Source data:
##############################

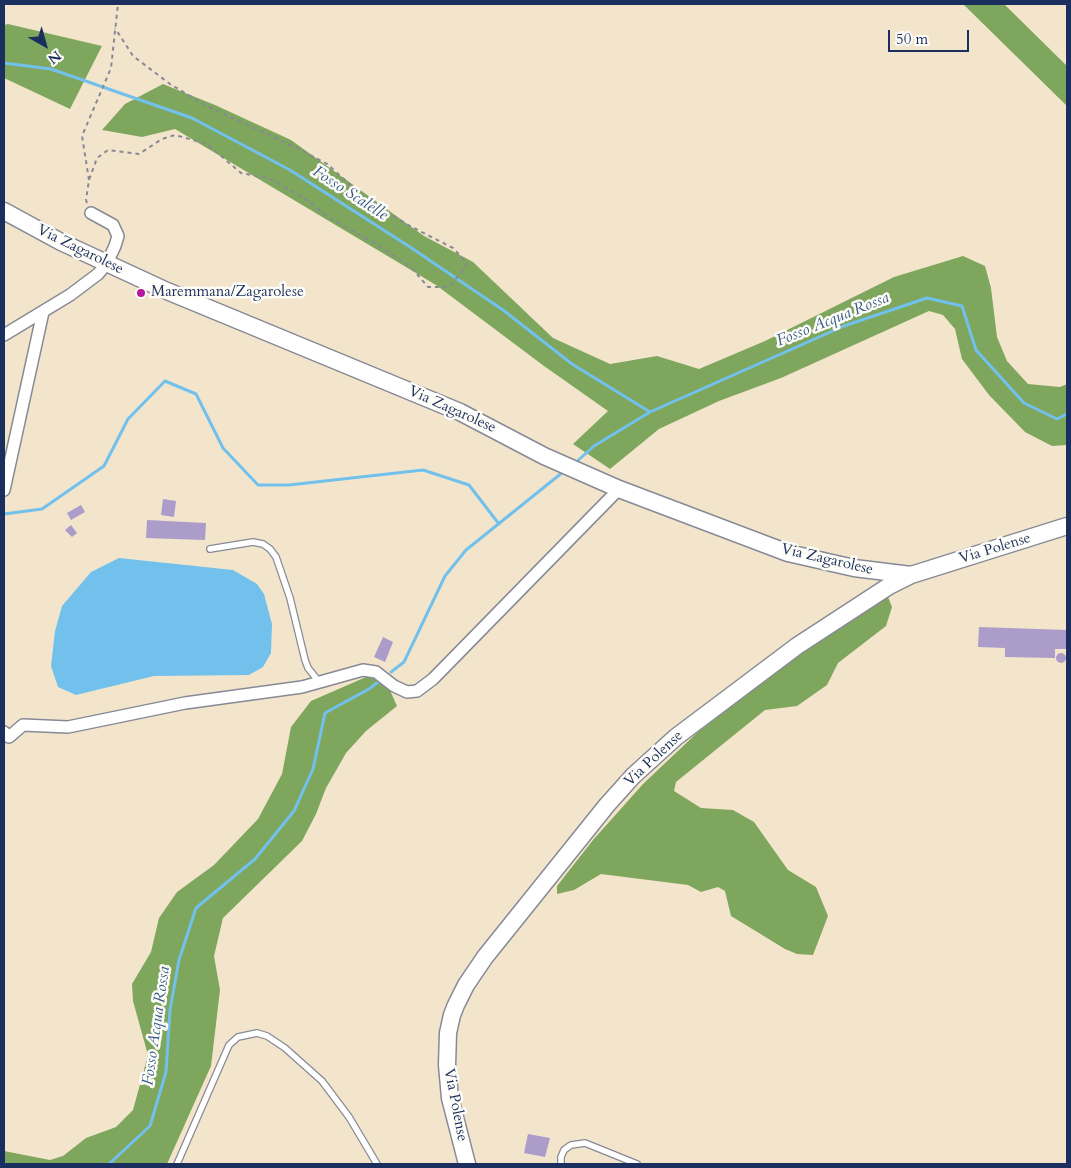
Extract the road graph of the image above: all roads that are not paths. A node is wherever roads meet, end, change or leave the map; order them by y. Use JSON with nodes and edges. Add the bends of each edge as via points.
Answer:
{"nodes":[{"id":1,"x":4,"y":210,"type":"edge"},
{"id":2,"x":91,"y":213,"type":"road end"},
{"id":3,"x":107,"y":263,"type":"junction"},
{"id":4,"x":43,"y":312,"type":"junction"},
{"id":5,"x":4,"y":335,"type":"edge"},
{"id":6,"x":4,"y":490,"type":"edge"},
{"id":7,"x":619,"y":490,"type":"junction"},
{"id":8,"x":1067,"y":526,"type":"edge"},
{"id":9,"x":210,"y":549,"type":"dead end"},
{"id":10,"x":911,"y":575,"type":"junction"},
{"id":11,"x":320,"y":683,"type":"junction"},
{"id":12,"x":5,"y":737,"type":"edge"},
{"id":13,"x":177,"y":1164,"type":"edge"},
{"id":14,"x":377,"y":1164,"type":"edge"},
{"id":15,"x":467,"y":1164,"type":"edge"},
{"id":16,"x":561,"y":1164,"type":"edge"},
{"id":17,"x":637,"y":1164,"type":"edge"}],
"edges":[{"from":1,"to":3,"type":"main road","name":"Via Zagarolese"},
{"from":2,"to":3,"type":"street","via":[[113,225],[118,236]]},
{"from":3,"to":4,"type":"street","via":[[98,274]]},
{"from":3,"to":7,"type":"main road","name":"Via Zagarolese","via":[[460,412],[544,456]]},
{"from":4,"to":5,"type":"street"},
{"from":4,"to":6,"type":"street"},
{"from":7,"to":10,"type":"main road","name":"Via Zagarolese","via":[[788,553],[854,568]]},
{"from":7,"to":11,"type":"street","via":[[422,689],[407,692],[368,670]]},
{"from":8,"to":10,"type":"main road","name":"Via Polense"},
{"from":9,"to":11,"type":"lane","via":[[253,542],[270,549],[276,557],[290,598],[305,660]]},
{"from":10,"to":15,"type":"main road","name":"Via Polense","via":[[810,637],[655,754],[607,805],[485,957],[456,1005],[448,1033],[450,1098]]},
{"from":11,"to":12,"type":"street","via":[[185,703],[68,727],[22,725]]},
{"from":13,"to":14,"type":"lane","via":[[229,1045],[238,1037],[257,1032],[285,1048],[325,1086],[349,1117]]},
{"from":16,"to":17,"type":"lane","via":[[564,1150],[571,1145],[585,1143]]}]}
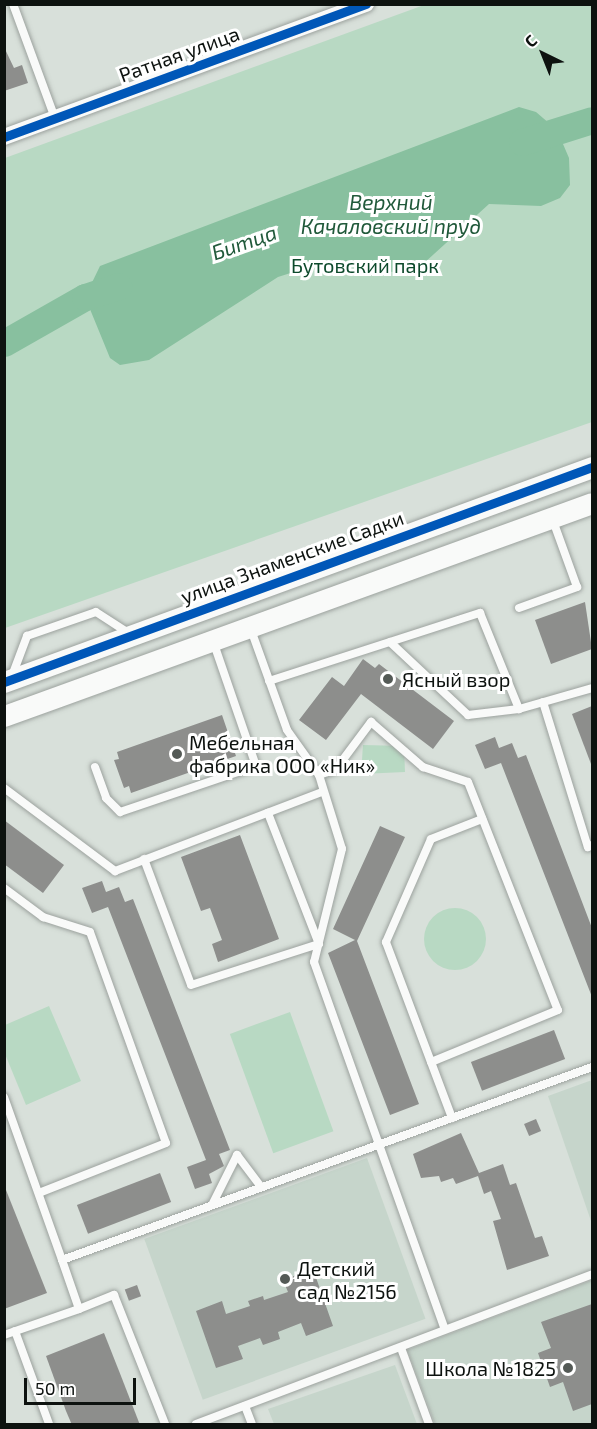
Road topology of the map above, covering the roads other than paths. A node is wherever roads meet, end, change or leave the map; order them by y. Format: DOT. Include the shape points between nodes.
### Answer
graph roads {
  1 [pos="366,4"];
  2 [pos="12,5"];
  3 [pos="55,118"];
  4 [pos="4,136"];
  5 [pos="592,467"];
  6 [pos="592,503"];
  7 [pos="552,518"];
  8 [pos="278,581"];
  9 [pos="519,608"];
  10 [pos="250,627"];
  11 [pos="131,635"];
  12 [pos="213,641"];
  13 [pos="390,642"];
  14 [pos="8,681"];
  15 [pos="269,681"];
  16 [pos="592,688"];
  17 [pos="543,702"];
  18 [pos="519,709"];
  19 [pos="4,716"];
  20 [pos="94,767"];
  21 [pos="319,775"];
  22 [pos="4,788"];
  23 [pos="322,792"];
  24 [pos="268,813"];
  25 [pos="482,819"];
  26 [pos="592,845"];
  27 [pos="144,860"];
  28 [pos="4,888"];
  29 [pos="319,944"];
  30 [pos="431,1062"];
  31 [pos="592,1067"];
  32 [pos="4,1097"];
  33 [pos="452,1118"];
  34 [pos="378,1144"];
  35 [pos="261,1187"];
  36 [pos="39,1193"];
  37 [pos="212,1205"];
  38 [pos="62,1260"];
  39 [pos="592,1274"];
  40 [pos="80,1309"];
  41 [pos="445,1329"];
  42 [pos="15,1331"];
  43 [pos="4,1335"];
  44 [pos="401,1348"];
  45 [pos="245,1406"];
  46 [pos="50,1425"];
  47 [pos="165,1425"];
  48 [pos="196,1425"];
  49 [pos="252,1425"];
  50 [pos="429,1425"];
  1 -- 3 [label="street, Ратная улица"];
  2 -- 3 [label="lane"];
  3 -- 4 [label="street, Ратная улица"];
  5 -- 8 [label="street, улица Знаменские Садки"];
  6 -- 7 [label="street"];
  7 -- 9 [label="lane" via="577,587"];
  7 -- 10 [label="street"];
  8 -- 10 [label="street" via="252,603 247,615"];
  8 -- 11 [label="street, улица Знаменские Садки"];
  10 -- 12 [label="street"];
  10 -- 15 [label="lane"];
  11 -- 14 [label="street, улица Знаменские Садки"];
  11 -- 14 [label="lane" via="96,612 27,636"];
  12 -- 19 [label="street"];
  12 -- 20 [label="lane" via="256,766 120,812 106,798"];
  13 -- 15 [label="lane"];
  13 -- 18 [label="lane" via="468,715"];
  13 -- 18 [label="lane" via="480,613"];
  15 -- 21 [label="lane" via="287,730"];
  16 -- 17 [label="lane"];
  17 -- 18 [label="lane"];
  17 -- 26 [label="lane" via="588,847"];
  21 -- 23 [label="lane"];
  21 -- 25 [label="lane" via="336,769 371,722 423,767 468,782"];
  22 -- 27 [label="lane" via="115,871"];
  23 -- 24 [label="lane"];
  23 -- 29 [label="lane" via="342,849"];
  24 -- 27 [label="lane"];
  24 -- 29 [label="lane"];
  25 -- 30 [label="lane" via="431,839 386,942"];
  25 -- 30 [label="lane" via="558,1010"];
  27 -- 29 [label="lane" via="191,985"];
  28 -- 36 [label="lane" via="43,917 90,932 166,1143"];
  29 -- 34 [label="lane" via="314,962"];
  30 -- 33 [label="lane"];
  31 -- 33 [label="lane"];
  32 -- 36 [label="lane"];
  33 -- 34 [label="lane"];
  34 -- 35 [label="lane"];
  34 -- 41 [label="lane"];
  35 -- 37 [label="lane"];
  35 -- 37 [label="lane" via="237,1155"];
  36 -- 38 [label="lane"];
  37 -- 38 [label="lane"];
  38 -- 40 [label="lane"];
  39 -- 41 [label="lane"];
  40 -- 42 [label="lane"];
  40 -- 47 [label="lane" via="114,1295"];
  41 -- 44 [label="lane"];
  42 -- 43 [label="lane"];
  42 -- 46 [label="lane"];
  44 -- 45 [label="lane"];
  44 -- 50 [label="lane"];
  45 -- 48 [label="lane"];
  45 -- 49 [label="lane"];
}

##############################

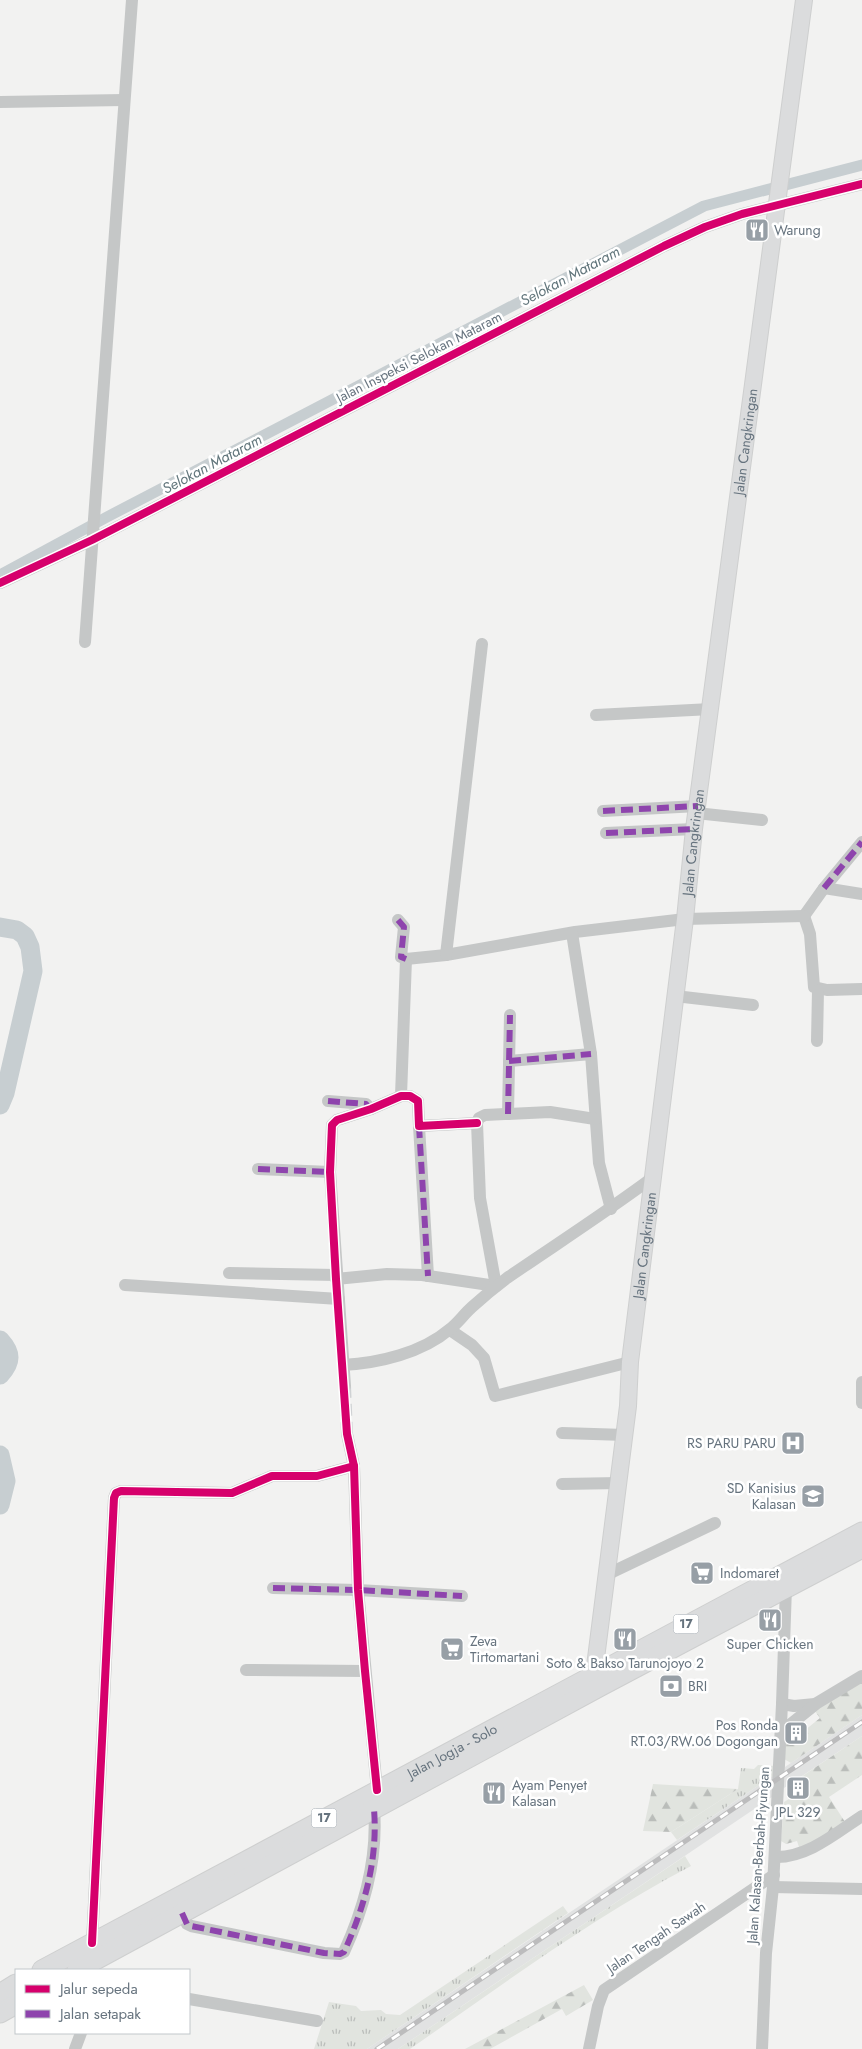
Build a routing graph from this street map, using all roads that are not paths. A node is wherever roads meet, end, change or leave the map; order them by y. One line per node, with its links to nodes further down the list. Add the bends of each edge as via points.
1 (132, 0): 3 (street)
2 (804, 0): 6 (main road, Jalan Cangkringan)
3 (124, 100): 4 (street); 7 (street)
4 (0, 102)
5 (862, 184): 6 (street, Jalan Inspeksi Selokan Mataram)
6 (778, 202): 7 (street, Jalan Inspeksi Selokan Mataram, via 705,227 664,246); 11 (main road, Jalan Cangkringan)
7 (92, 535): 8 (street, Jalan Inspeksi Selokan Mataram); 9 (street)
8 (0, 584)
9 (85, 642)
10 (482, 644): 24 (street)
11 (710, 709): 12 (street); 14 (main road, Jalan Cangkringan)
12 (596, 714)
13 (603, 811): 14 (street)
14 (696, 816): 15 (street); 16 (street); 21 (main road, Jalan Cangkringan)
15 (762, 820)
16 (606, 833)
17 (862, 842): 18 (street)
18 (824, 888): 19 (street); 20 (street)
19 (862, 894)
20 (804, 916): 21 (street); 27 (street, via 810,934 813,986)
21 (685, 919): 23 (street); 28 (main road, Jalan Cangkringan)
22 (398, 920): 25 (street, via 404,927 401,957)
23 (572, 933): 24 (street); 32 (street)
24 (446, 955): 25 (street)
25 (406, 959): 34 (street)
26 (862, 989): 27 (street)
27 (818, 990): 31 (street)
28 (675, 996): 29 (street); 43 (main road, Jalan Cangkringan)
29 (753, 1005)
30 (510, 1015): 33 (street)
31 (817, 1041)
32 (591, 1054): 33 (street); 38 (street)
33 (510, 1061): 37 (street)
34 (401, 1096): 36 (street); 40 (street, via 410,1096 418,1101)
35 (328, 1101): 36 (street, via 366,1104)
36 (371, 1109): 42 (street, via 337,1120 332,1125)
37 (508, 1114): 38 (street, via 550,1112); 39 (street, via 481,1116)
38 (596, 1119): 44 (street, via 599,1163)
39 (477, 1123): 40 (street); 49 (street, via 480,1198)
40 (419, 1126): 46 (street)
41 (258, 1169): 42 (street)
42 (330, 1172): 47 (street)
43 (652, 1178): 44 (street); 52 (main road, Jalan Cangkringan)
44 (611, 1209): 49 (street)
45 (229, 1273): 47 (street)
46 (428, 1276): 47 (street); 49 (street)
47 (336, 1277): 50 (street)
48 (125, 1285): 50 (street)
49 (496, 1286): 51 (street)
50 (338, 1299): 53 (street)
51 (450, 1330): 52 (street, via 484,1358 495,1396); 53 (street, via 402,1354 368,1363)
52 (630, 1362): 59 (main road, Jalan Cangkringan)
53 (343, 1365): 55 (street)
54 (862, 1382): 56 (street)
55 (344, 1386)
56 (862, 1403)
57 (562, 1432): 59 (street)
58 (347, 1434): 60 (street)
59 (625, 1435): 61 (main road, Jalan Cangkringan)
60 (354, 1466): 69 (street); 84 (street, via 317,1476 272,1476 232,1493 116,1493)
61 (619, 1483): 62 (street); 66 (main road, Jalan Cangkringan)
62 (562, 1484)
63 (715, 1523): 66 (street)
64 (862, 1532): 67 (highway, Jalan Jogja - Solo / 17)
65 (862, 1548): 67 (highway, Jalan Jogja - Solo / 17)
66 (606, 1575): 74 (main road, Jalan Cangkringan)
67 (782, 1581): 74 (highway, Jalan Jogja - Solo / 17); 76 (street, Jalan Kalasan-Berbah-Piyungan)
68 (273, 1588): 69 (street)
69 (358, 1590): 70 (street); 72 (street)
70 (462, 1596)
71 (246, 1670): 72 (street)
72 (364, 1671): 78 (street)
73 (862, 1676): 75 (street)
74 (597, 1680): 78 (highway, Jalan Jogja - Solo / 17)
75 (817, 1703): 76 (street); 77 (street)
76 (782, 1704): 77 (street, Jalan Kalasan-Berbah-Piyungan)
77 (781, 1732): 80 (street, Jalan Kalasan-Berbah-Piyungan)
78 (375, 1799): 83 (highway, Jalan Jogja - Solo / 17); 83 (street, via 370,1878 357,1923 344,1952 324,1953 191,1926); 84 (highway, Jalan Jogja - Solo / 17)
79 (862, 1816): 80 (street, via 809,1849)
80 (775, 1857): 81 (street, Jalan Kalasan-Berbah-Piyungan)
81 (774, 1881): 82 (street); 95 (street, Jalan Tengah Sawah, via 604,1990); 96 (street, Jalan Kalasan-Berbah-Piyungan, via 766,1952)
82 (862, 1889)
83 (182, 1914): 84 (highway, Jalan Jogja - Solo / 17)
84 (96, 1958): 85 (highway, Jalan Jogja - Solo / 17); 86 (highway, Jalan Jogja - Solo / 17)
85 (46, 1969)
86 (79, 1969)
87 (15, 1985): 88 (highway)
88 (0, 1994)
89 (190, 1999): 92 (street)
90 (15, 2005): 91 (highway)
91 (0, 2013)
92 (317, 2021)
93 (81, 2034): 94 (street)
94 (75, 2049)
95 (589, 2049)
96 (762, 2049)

##############################

▶ [What you should do]
Copy out each line of the data that holds the string "Solo".

▶ [Exercise answer]
64 (862, 1532): 67 (highway, Jalan Jogja - Solo / 17)
65 (862, 1548): 67 (highway, Jalan Jogja - Solo / 17)
67 (782, 1581): 74 (highway, Jalan Jogja - Solo / 17); 76 (street, Jalan Kalasan-Berbah-Piyungan)
74 (597, 1680): 78 (highway, Jalan Jogja - Solo / 17)
78 (375, 1799): 83 (highway, Jalan Jogja - Solo / 17); 83 (street, via 370,1878 357,1923 344,1952 324,1953 191,1926); 84 (highway, Jalan Jogja - Solo / 17)
83 (182, 1914): 84 (highway, Jalan Jogja - Solo / 17)
84 (96, 1958): 85 (highway, Jalan Jogja - Solo / 17); 86 (highway, Jalan Jogja - Solo / 17)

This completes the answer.